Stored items
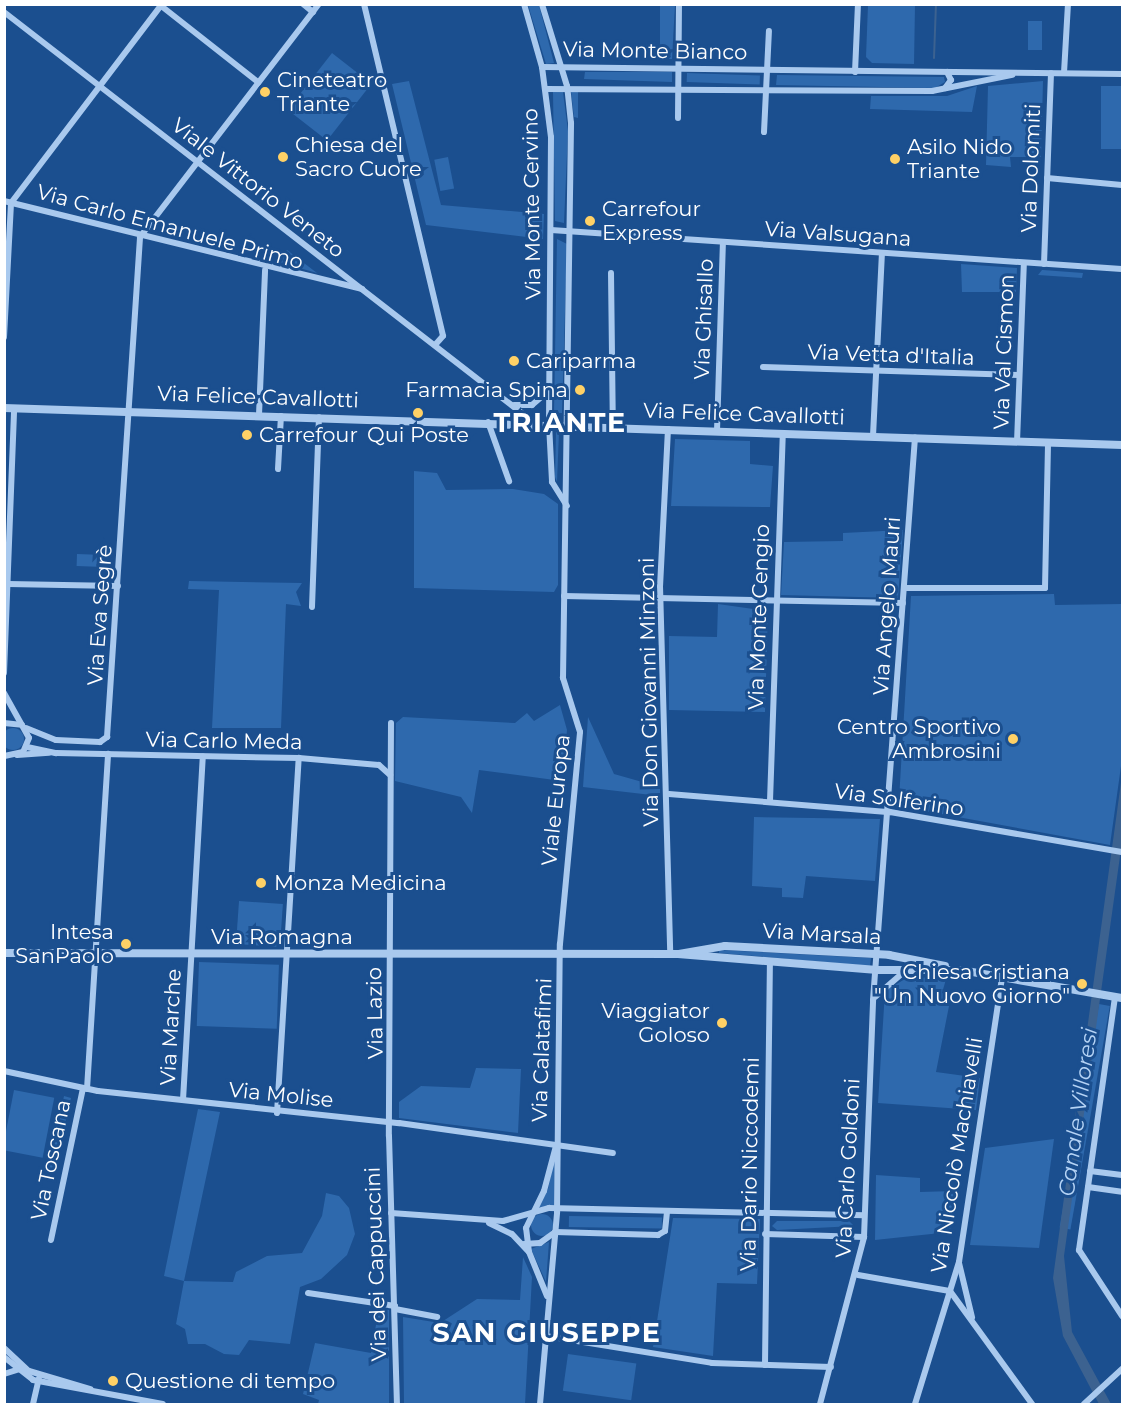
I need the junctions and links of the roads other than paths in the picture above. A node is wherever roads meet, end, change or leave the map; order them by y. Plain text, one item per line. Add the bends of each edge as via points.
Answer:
1 (303, 4) edge
2 (319, 4) edge
3 (364, 4) edge
4 (524, 4) edge
5 (542, 4) edge
6 (679, 4) edge
7 (858, 4) edge
8 (1068, 4) edge
9 (161, 5) edge
10 (4, 12) edge
11 (313, 12) junction
12 (769, 31) dead end
13 (561, 66) junction
14 (542, 67) junction
15 (680, 68) junction
16 (768, 69) junction
17 (855, 72) junction
18 (947, 72) junction
19 (1025, 73) junction
20 (1051, 73) junction
21 (1064, 73) junction
22 (1122, 74) edge
23 (258, 82) junction
24 (567, 86) junction
25 (100, 87) junction
26 (679, 88) junction
27 (546, 89) junction
28 (768, 89) junction
29 (942, 90) junction
30 (678, 118) dead end
31 (764, 132) dead end
32 (197, 162) junction
33 (1047, 178) junction
34 (1122, 185) edge
35 (8, 202) edge
36 (551, 230) junction
37 (571, 230) junction
38 (140, 237) junction
39 (723, 243) junction
40 (882, 253) junction
41 (1024, 263) junction
42 (1044, 264) junction
43 (1122, 269) edge
44 (265, 270) junction
45 (611, 273) dead end
46 (362, 290) junction
47 (4, 337) edge
48 (435, 345) junction
49 (763, 367) dead end
50 (876, 372) junction
51 (1018, 375) junction
52 (549, 390) junction
53 (511, 404) junction
54 (9, 408) edge
55 (131, 411) junction
56 (259, 415) junction
57 (281, 416) junction
58 (320, 417) junction
59 (488, 423) junction
60 (536, 424) junction
61 (549, 424) junction
62 (566, 425) junction
63 (613, 427) junction
64 (668, 429) junction
65 (717, 431) junction
66 (783, 434) junction
67 (873, 436) junction
68 (915, 438) junction
69 (1017, 442) junction
70 (1048, 443) junction
71 (1122, 445) edge
72 (278, 469) dead end
73 (509, 481) dead end
74 (568, 507) junction
75 (8, 584) junction
76 (118, 586) junction
77 (904, 588) junction
78 (564, 596) junction
79 (660, 597) junction
80 (774, 599) junction
81 (903, 603) junction
82 (312, 607) dead end
83 (4, 672) edge
84 (4, 693) edge
85 (4, 723) edge
86 (391, 723) dead end
87 (24, 727) junction
88 (27, 747) junction
89 (52, 752) junction
90 (108, 754) junction
91 (9, 755) edge
92 (203, 757) junction
93 (299, 758) junction
94 (390, 776) junction
95 (669, 794) junction
96 (770, 801) junction
97 (890, 812) junction
98 (1121, 852) edge
99 (4, 953) edge
100 (98, 953) junction
101 (674, 954) junction
102 (878, 954) junction
103 (191, 955) junction
104 (285, 955) junction
105 (390, 955) junction
106 (560, 955) junction
107 (770, 963) junction
108 (877, 970) junction
109 (907, 970) junction
110 (964, 970) junction
111 (1002, 978) junction
112 (1119, 998) edge
113 (873, 1000) junction
114 (4, 1071) edge
115 (85, 1088) junction
116 (183, 1100) junction
117 (277, 1113) junction
118 (391, 1122) junction
119 (556, 1146) junction
120 (613, 1153) dead end
121 (1090, 1171) junction
122 (1122, 1175) edge
123 (1088, 1184) junction
124 (1122, 1192) edge
125 (667, 1211) junction
126 (557, 1212) junction
127 (391, 1213) junction
128 (766, 1214) junction
129 (529, 1215) junction
130 (864, 1215) junction
131 (476, 1220) junction
132 (555, 1232) junction
133 (765, 1234) junction
134 (864, 1237) junction
135 (51, 1240) dead end
136 (525, 1246) junction
137 (959, 1263) junction
138 (858, 1275) junction
139 (950, 1291) junction
140 (308, 1293) dead end
141 (548, 1304) junction
142 (395, 1308) junction
143 (1122, 1316) edge
144 (437, 1317) dead end
145 (973, 1319) junction
146 (546, 1336) junction
147 (4, 1348) edge
148 (4, 1357) edge
149 (765, 1365) junction
150 (831, 1367) junction
151 (19, 1369) junction
152 (1122, 1369) edge
153 (4, 1374) edge
154 (39, 1378) junction
155 (33, 1404) edge
156 (163, 1404) edge
157 (397, 1404) edge
158 (540, 1404) edge
159 (820, 1404) edge
160 (915, 1404) edge
161 (1032, 1404) edge
162 (1084, 1404) edge

1 - 11 street
2 - 11 street
3 - 48 street via 443,336
4 - 14 street, Via Monte Cervino
5 - 13 street, Via Monte Cervino
6 - 15 street
7 - 17 street
8 - 21 street
9 - 23 street
9 - 25 street
10 - 25 street, Viale Vittorio Veneto
11 - 23 street
12 - 16 street, Via Monte Bianco
13 - 14 street, Via Monte Bianco
13 - 15 street, Via Monte Bianco
13 - 24 street, Via Monte Cervino
14 - 27 street, Via Monte Cervino
15 - 16 street, Via Monte Bianco
15 - 26 street
16 - 17 street, Via Monte Bianco
16 - 28 street, Via Monte Bianco
17 - 18 street, Via Monte Bianco
18 - 19 street, Via Monte Bianco
18 - 29 street via 951,82
19 - 20 street, Via Monte Bianco
19 - 29 street, Via Monte Bianco
20 - 21 street, Via Monte Bianco
20 - 33 street, Via Dolomiti
21 - 22 street, Via Monte Bianco
23 - 32 street
24 - 26 street, Via Monte Bianco
24 - 27 street, Via Monte Bianco
24 - 37 street, Via Monte Cervino
25 - 32 street, Viale Vittorio Veneto
25 - 35 street
26 - 28 street, Via Monte Bianco
26 - 30 street, Via Monte Bianco
27 - 36 street, Via Monte Cervino
28 - 29 street, Via Monte Bianco
28 - 31 street, Via Monte Bianco
32 - 38 street
32 - 46 street, Viale Vittorio Veneto
33 - 34 street
33 - 42 street, Via Dolomiti
35 - 38 street, Via Carlo Emanuele Primo
35 - 47 street
36 - 37 street, Via Valsugana
36 - 52 street, Via Monte Cervino
37 - 39 street, Via Valsugana
37 - 62 street, Via Monte Cervino
38 - 44 street, Via Carlo Emanuele Primo
38 - 55 street, Via Eva Segrè
39 - 40 street, Via Valsugana
39 - 65 street, Via Ghisallo
40 - 41 street, Via Valsugana
40 - 50 street
41 - 42 street, Via Valsugana
41 - 51 street, Via Val Cismon
42 - 43 street, Via Valsugana
44 - 46 street, Via Carlo Emanuele Primo
44 - 56 street
45 - 63 street
46 - 48 street, Viale Vittorio Veneto
48 - 53 street, Viale Vittorio Veneto
49 - 50 street, Via Vetta d'Italia
50 - 51 street, Via Vetta d'Italia
50 - 67 street
51 - 69 street, Via Val Cismon
52 - 53 street via 532,405
52 - 61 street, Via Monte Cervino
53 - 60 street, Viale Vittorio Veneto
54 - 55 street, Via Felice Cavallotti
54 - 75 street
55 - 56 street, Via Felice Cavallotti
55 - 76 street, Via Eva Segrè
56 - 57 street, Via Felice Cavallotti
57 - 58 street, Via Felice Cavallotti
57 - 72 street
58 - 59 street, Via Felice Cavallotti
58 - 82 street
59 - 60 street, Via Felice Cavallotti
59 - 73 street
60 - 61 street, Via Felice Cavallotti
61 - 62 street, Via Felice Cavallotti
61 - 74 street via 552,482
62 - 63 street, Via Felice Cavallotti
62 - 74 street, Viale Europa
63 - 64 street, Via Felice Cavallotti
64 - 65 street, Via Felice Cavallotti
64 - 79 street, Via Don Giovanni Minzoni
65 - 66 street, Via Felice Cavallotti
66 - 67 street, Via Felice Cavallotti
66 - 80 street, Via Monte Cengio
67 - 68 street, Via Felice Cavallotti
68 - 69 street, Via Felice Cavallotti
68 - 77 street, Via Angelo Mauri
69 - 70 street, Via Felice Cavallotti
70 - 71 street, Via Felice Cavallotti
70 - 77 street via 1045,588
74 - 78 street, Viale Europa
75 - 76 street
75 - 83 street
76 - 87 street, Via Eva Segrè via 107,736 100,741 56,740
77 - 81 street, Via Angelo Mauri
78 - 79 street
78 - 106 street, Viale Europa via 563,678 580,732
79 - 80 street
79 - 95 street, Via Don Giovanni Minzoni
80 - 81 street
80 - 96 street, Via Monte Cengio
81 - 97 street, Via Angelo Mauri
84 - 87 street
85 - 87 street
86 - 94 street, Via Lazio
87 - 88 street
88 - 89 street, Via Carlo Meda
88 - 91 street, Via Carlo Meda
89 - 90 street, Via Carlo Meda
89 - 91 street, Via Carlo Meda
90 - 92 street, Via Carlo Meda
90 - 100 street, Via Toscana
92 - 93 street, Via Carlo Meda
92 - 103 street, Via Marche
93 - 94 street, Via Carlo Meda via 379,765
93 - 104 street
94 - 105 street, Via Lazio
95 - 96 street, Via Solferino
95 - 101 street, Via Don Giovanni Minzoni
96 - 97 street, Via Solferino
97 - 98 street, Via Solferino
97 - 102 street, Via Angelo Mauri
99 - 100 street, Via Romagna
100 - 103 street, Via Romagna
100 - 115 street, Via Toscana
101 - 102 street, Via Marsala via 725,946
101 - 106 street, Via Marsala
101 - 107 street, Via Marsala
102 - 108 street, Via Carlo Goldoni
102 - 110 street, Via Marsala
103 - 104 street, Via Romagna
103 - 116 street, Via Marche
104 - 105 street, Via Romagna
104 - 117 street
105 - 106 street, Via Romagna
105 - 118 street, Via Lazio
106 - 119 street, Via Calatafimi
107 - 108 street, Via Marsala
107 - 128 street, Via Dario Niccodemi
108 - 109 street, Via Marsala
108 - 113 street, Via Carlo Goldoni
109 - 110 street, Via Marsala
109 - 113 street via 881,987
110 - 111 street, Via Marsala
111 - 112 street, Via Marsala
111 - 137 street, Via Niccolò Machiavelli
112 - 121 street
113 - 130 street, Via Carlo Goldoni
114 - 115 street, Via Molise
115 - 116 street, Via Molise
115 - 135 street, Via Toscana
116 - 117 street, Via Molise
117 - 118 street, Via Molise
118 - 119 street, Via Molise
118 - 127 street, Via dei Cappuccini
119 - 120 street, Via Molise
119 - 126 street, Via Calatafimi
119 - 129 street, Via Calatafimi via 544,1191
121 - 122 street
121 - 123 street
123 - 124 street
123 - 143 street via 1079,1250
125 - 126 street
125 - 128 street
125 - 132 street via 665,1231 658,1235
126 - 129 street via 546,1208
126 - 132 street, Via Calatafimi
127 - 131 street
127 - 142 street, Via dei Cappuccini
128 - 130 street
128 - 133 street, Via Dario Niccodemi
129 - 131 street via 516,1221
129 - 136 street, Via Calatafimi
130 - 134 street, Via Carlo Goldoni
131 - 136 street via 502,1227
132 - 136 street via 540,1243
132 - 141 street, Via Calatafimi
133 - 134 street
133 - 149 street, Via Dario Niccodemi
134 - 138 street, Via Carlo Goldoni
136 - 141 street, Via Calatafimi
137 - 139 street, Via Niccolò Machiavelli
137 - 145 street
138 - 139 street
138 - 150 street, Via Carlo Goldoni
139 - 145 street
139 - 160 street, Via Niccolò Machiavelli
140 - 142 street
141 - 146 street, Via Calatafimi
142 - 144 street
142 - 157 street, Via dei Cappuccini
145 - 161 street
146 - 149 street via 712,1363
146 - 158 street, Via Calatafimi
147 - 151 street
148 - 151 street
149 - 150 street
150 - 159 street, Via Carlo Goldoni
151 - 153 street
151 - 154 street
152 - 162 street
154 - 155 street
154 - 156 street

Prompt
In the lines above, spot each one that contains the word "Veneto" and copy it.

Finished task
10 - 25 street, Viale Vittorio Veneto
25 - 32 street, Viale Vittorio Veneto
32 - 46 street, Viale Vittorio Veneto
46 - 48 street, Viale Vittorio Veneto
48 - 53 street, Viale Vittorio Veneto
53 - 60 street, Viale Vittorio Veneto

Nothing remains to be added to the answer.